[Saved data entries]
______________________________

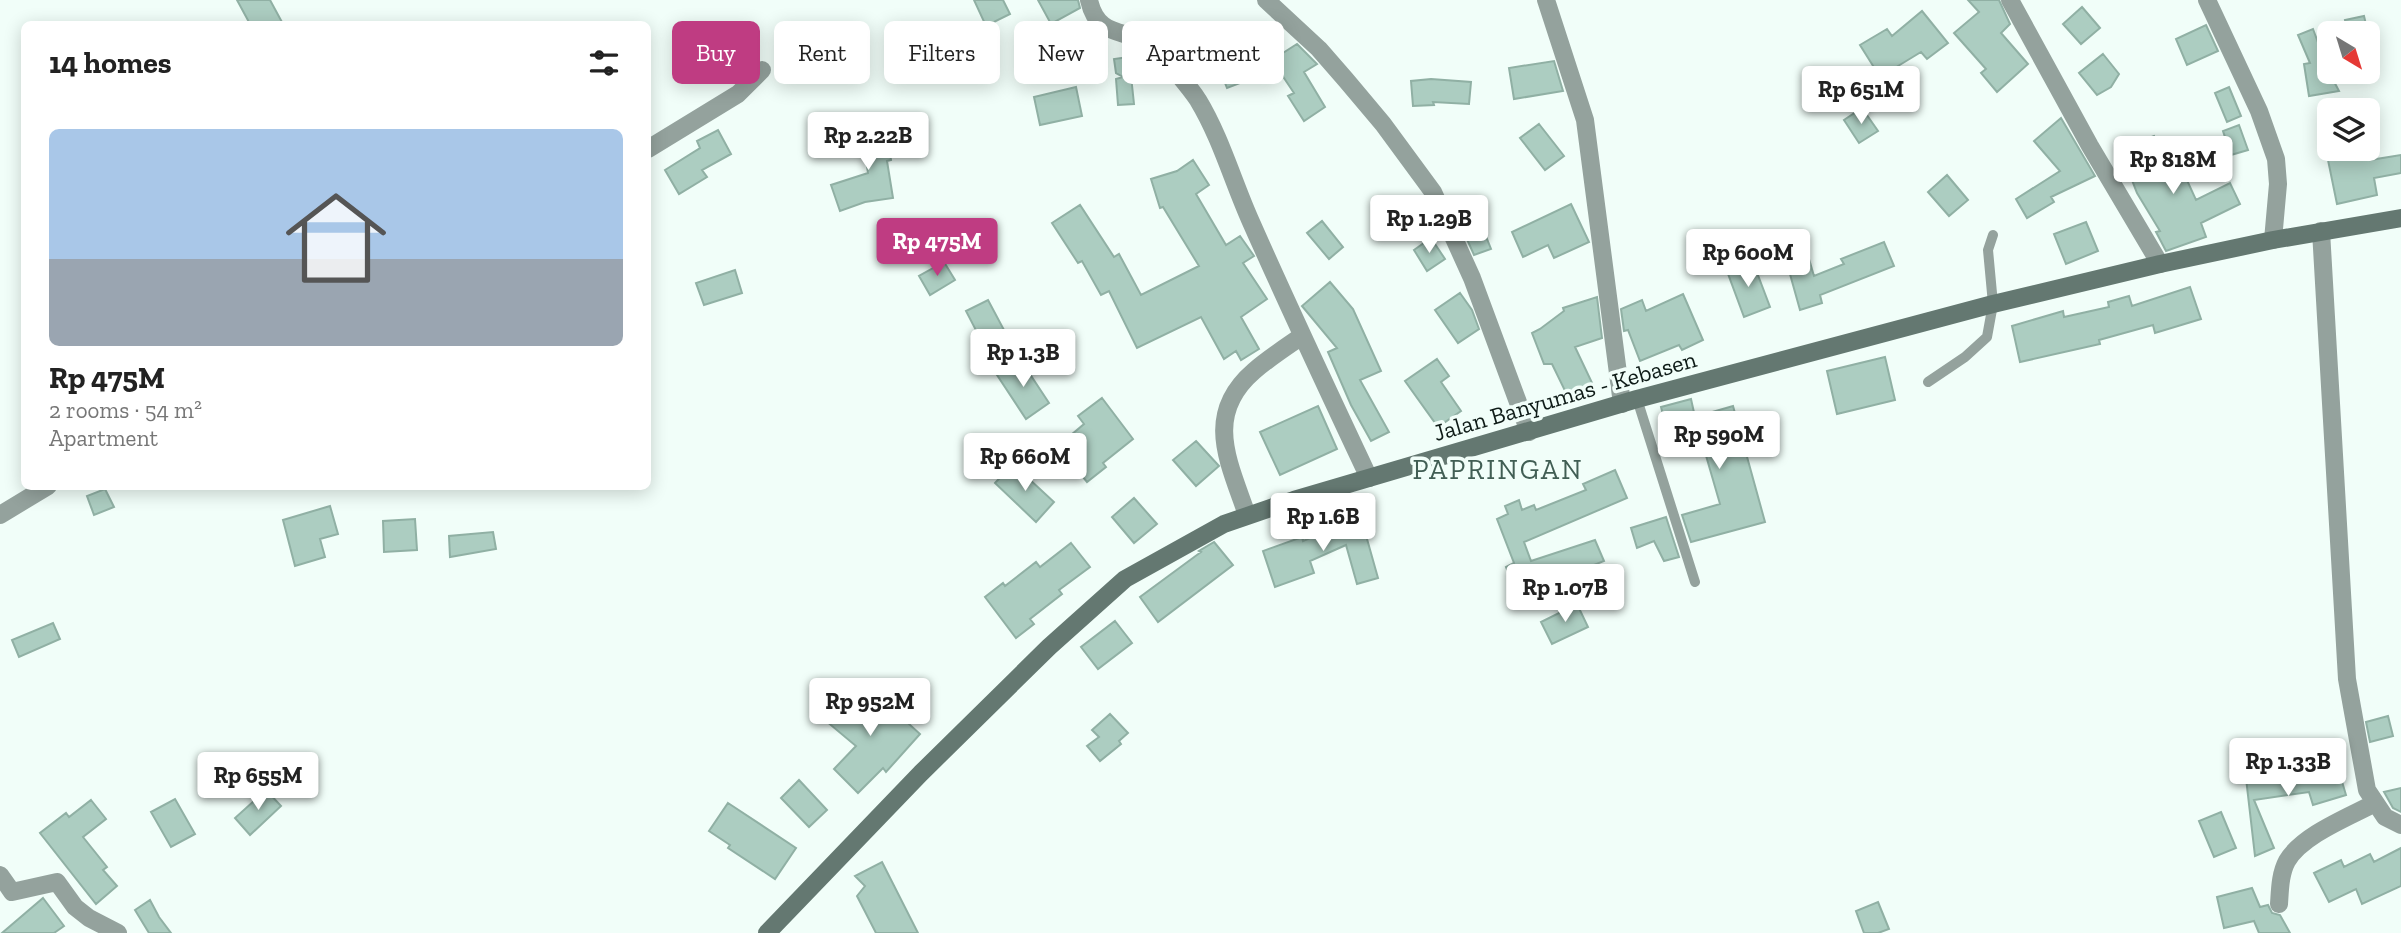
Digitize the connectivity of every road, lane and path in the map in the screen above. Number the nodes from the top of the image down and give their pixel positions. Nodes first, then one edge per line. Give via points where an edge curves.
1 (1089, 0) edge
2 (1266, 0) edge
3 (1546, 0) edge
4 (2010, 0) edge
5 (2207, 0) edge
6 (762, 70) dead end
7 (651, 147) edge
8 (2401, 218) edge
9 (2321, 231) junction
10 (1993, 235) dead end
11 (2273, 240) junction
12 (2160, 264) junction
13 (1993, 304) junction
14 (1302, 336) junction
15 (1928, 382) dead end
16 (1630, 402) junction
17 (1529, 432) junction
18 (1369, 478) junction
19 (41, 490) edge
20 (0, 515) edge
21 (1247, 515) junction
22 (1695, 582) dead end
23 (2375, 803) junction
24 (2401, 825) edge
25 (0, 875) edge
26 (2279, 904) dead end
27 (118, 933) edge
28 (767, 933) edge

1 - 14 street via 1098,22 1153,46 1197,99
2 - 17 street via 1346,80 1433,192 1472,278
3 - 16 street via 1585,120
4 - 12 street
5 - 11 street via 2259,111 2276,159
6 - 7 street via 738,94
8 - 9 main road, Jalan Banyumas - Kebasen
9 - 11 main road, Jalan Banyumas - Kebasen
9 - 23 street via 2347,679 2367,790
10 - 13 lane via 1988,250
11 - 12 main road, Jalan Banyumas - Kebasen
12 - 13 main road, Jalan Banyumas - Kebasen
13 - 15 lane via 1987,337
13 - 16 main road, Jalan Banyumas - Kebasen
14 - 18 street
14 - 21 street via 1253,372 1225,410 1225,445
16 - 17 main road, Jalan Banyumas - Kebasen
16 - 22 lane
17 - 18 main road, Jalan Banyumas - Kebasen
18 - 21 main road, Jalan Banyumas - Kebasen
19 - 20 street
21 - 28 main road, Jalan Banyumas - Kebasen via 1125,579 921,773
23 - 24 street via 2385,817
23 - 26 street via 2296,849 2286,862
25 - 27 street via 12,892 57,882 75,907

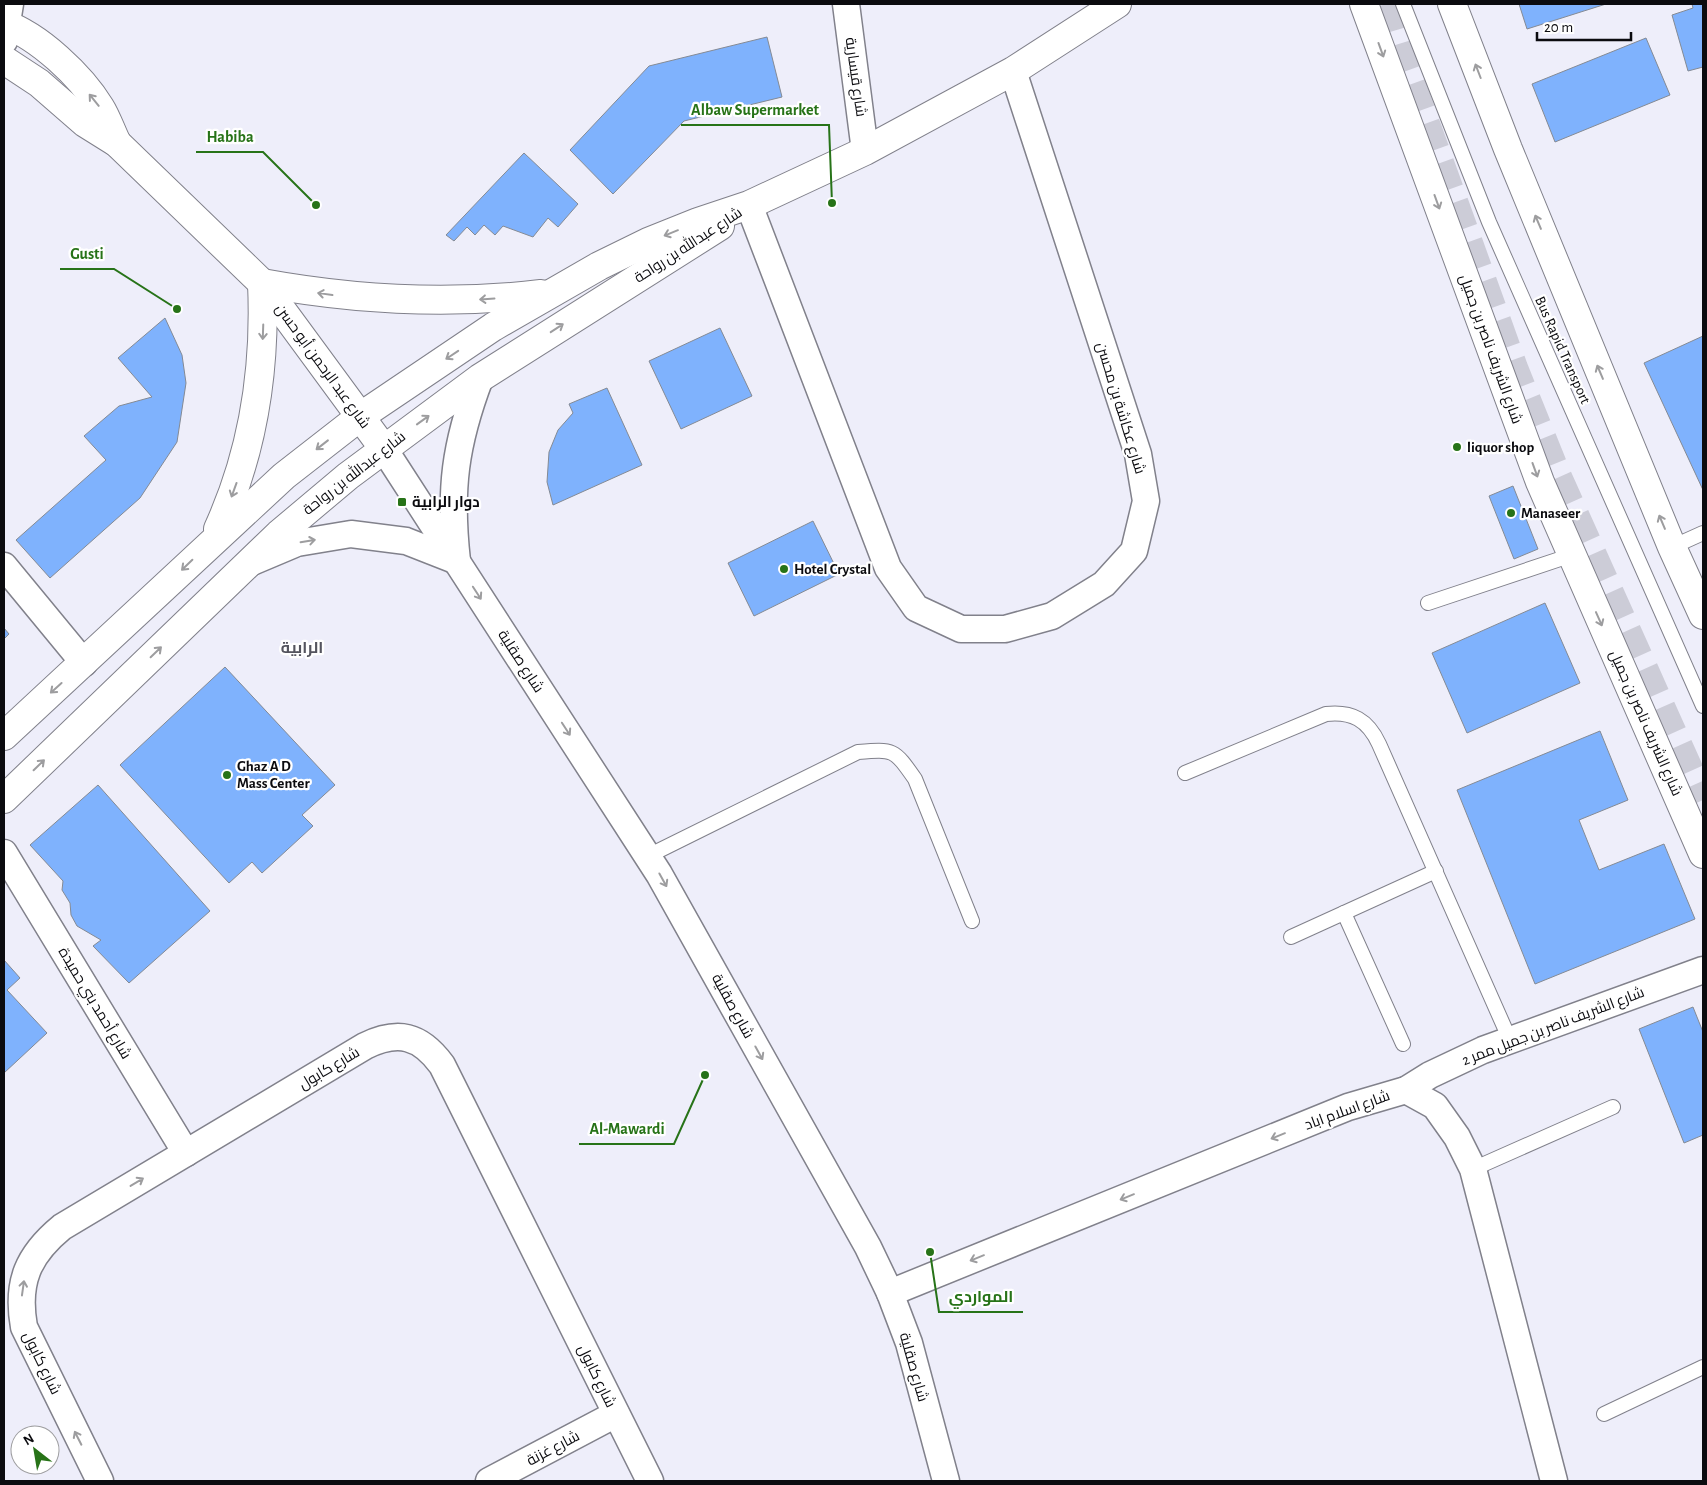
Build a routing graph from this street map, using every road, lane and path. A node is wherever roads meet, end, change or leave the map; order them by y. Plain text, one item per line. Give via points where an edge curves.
1 (846, 4) edge
2 (1117, 4) edge
3 (1364, 4) edge
4 (1403, 4) edge
5 (1452, 4) edge
6 (6, 23) edge
7 (4, 60) edge
8 (1013, 71) junction
9 (117, 143) junction
10 (865, 151) junction
11 (749, 205) junction
12 (262, 283) junction
13 (553, 293) junction
14 (480, 378) junction
15 (361, 416) junction
16 (384, 449) junction
17 (1703, 534) edge
18 (213, 540) junction
19 (1672, 547) junction
20 (1572, 555) junction
21 (457, 561) junction
22 (247, 565) junction
23 (4, 566) edge
24 (1428, 603) dead end
25 (1703, 615) edge
26 (84, 663) junction
27 (1703, 706) edge
28 (4, 736) edge
29 (1185, 773) dead end
30 (4, 799) edge
31 (4, 853) edge
32 (1703, 854) edge
33 (648, 856) junction
34 (1436, 871) junction
35 (1344, 913) junction
36 (972, 921) dead end
37 (1291, 937) dead end
38 (1703, 970) edge
39 (1510, 1040) junction
40 (1403, 1044) dead end
41 (1406, 1090) junction
42 (1613, 1107) dead end
43 (186, 1153) junction
44 (1473, 1169) junction
45 (890, 1293) junction
46 (4, 1328) edge
47 (30, 1341) junction
48 (1703, 1367) edge
49 (616, 1414) junction
50 (1604, 1414) dead end
51 (100, 1481) edge
52 (490, 1481) edge
53 (650, 1481) edge
54 (946, 1481) edge
55 (1554, 1481) edge

1 - 10 street, شارع قيسارية
2 - 8 street, شارع عبدالله بن رواحة
3 -> 20 street, شارع الشريف ناصر بن جميل via 1540,482
4 - 27 lane, Bus Rapid Transport via 1489,222
19 -> 5 street via 1508,149
9 -> 6 street, شارع عبد الرحمن أبو حسن via 100,107 73,74 45,47
7 - 9 street, شارع عبد الرحمن أبو حسن via 39,83 84,123
8 - 10 street, شارع عبدالله بن رواحة
8 - 11 street, شارع عكاشة بن محسن via 1138,454 1146,501 1134,551 1104,584 1052,616 1006,628 961,629 916,608 888,568
9 - 12 street, شارع عبد الرحمن أبو حسن
10 - 11 street, شارع عبدالله بن رواحة
11 -> 13 street, شارع عبدالله بن رواحة via 648,242
14 -> 11 street, شارع عبدالله بن رواحة
13 -> 12 street, شارع عبد الرحمن أبو حسن via 469,300 386,300
12 - 15 street, شارع عبد الرحمن أبو حسن
12 -> 18 street, شارع عبد الرحمن أبو حسن via 263,359 251,434 232,497
13 -> 15 street, شارع عبدالله بن رواحة via 493,328
16 -> 14 street, شارع عبدالله بن رواحة
14 - 21 street, شارع صقلية via 458,446 453,485 452,523
15 - 16 street, شارع عبد الرحمن أبو حسن
15 -> 18 street, شارع عبدالله بن رواحة via 284,476
16 - 21 street, شارع صقلية
16 - 22 street, شارع عبدالله بن رواحة via 313,504
17 - 19 lane
18 -> 26 street, شارع عبدالله بن رواحة
19 - 25 street
20 - 24 lane
20 -> 32 street, شارع الشريف ناصر بن جميل
22 -> 21 street via 297,542 351,534 406,540
21 -> 33 street, شارع صقلية
30 -> 22 street, شارع عبدالله بن رواحة
23 - 26 street
26 -> 28 street, شارع عبدالله بن رواحة
29 - 34 lane via 1313,718 1340,712 1353,715 1374,731
31 - 43 street, شارع أحمد بني حميدة
33 - 36 lane via 858,752 887,750 901,759 915,779
33 -> 45 street, شارع صقلية via 868,1247
34 - 35 lane
34 - 39 lane
35 - 37 lane
35 - 40 lane
38 - 39 street, شارع الشريف ناصر بن جميل ممر 2
39 - 41 street, شارع الشريف ناصر بن جميل ممر 2 via 1456,1062
41 - 44 street, شارع اسلام اباد via 1435,1106 1457,1137
41 -> 45 street, شارع اسلام اباد via 1348,1107
42 - 44 lane
47 -> 43 street, شارع كابول via 21,1311 22,1287 29,1263 43,1243 62,1227
43 - 49 street, شارع كابول via 381,1038 399,1036 417,1041 432,1051 442,1065
44 - 55 street, شارع اسلام اباد
45 - 54 street, شارع صقلية via 909,1343
46 - 47 street
51 -> 47 street, شارع كابول
48 - 50 lane
49 - 52 street, شارع غزنة
49 - 53 street, شارع كابول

______________________________

■ PROMPT
Filter the lines above, keeping and copying those that contain "كابول".

■ RESULT OF THE TASK
47 -> 43 street, شارع كابول via 21,1311 22,1287 29,1263 43,1243 62,1227
43 - 49 street, شارع كابول via 381,1038 399,1036 417,1041 432,1051 442,1065
51 -> 47 street, شارع كابول
49 - 53 street, شارع كابول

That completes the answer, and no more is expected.